How should we react to the speed — and disruption — of today’s technological changes?
The data breach fiasco of Minnesota’s Target Corp. (now joined by Neiman Marcus); the hacking of various other sites; the ongoing kerfuffle about the Affordable Care Act website and launch; and of course, the millions of classified documents about cybersnooping taken and revealed by Edward Snowden — these are not isolated incidents. They are specimens of a much larger societal phenomenon: the proliferation of technology.
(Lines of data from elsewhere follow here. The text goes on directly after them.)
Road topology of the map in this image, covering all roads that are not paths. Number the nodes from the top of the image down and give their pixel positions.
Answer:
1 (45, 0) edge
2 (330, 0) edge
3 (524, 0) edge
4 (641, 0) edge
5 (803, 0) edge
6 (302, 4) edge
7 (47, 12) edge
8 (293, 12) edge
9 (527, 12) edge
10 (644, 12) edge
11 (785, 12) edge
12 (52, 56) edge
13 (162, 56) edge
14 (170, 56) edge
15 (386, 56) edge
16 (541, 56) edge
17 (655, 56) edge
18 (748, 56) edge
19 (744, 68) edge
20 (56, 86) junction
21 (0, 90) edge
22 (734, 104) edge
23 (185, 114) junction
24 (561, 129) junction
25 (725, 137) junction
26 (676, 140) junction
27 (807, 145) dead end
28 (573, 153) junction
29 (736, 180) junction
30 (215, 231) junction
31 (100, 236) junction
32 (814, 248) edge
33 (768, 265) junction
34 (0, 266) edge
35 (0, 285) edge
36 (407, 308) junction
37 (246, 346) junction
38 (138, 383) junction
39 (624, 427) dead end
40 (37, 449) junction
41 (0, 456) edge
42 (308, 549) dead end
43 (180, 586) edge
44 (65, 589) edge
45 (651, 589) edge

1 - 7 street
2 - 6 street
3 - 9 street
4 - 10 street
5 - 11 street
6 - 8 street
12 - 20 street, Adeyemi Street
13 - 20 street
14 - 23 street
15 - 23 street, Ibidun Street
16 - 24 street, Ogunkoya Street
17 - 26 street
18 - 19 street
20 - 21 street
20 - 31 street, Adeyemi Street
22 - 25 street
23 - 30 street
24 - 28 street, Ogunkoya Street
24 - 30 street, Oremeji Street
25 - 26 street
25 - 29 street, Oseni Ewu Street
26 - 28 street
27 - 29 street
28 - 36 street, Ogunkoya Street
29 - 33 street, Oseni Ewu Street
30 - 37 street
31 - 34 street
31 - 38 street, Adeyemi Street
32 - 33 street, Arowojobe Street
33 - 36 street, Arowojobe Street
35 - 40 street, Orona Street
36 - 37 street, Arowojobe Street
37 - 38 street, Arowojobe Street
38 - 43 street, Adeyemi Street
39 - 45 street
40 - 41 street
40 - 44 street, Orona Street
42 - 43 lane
The fact is, we now live in digital times that are fragile, frail, frustrating and, frankly, disorienting.
Forty-four years ago, Alvin Toffler wrote his distinguished book “Future Shock.” It described a dynamic change affecting individuals and societies, summed up by “too much change in too short a period of time.” It was less the direction of change, but the speed, that left people victims of “shattering stress and disorientation” — or future-shocked.
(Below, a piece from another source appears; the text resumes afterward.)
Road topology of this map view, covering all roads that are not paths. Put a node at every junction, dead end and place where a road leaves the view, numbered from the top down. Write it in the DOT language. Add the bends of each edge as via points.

The book was incredibly perceptive because there was no Internet in those days and not even a glimmer of what was to come. But today’s blinding reality should be a good opening to revisit Toffler’s thesis and commence a discussion about how well we are handling our speeding technology.
Take the “surprise” over the problematic launch of Obamacare. There should be no surprises here, but rather the stark realization — and ultimate acceptance — of the changes technology has imposed on us. The reality is that all modern connectivity advancements in virtually every field are now going to be digitally based.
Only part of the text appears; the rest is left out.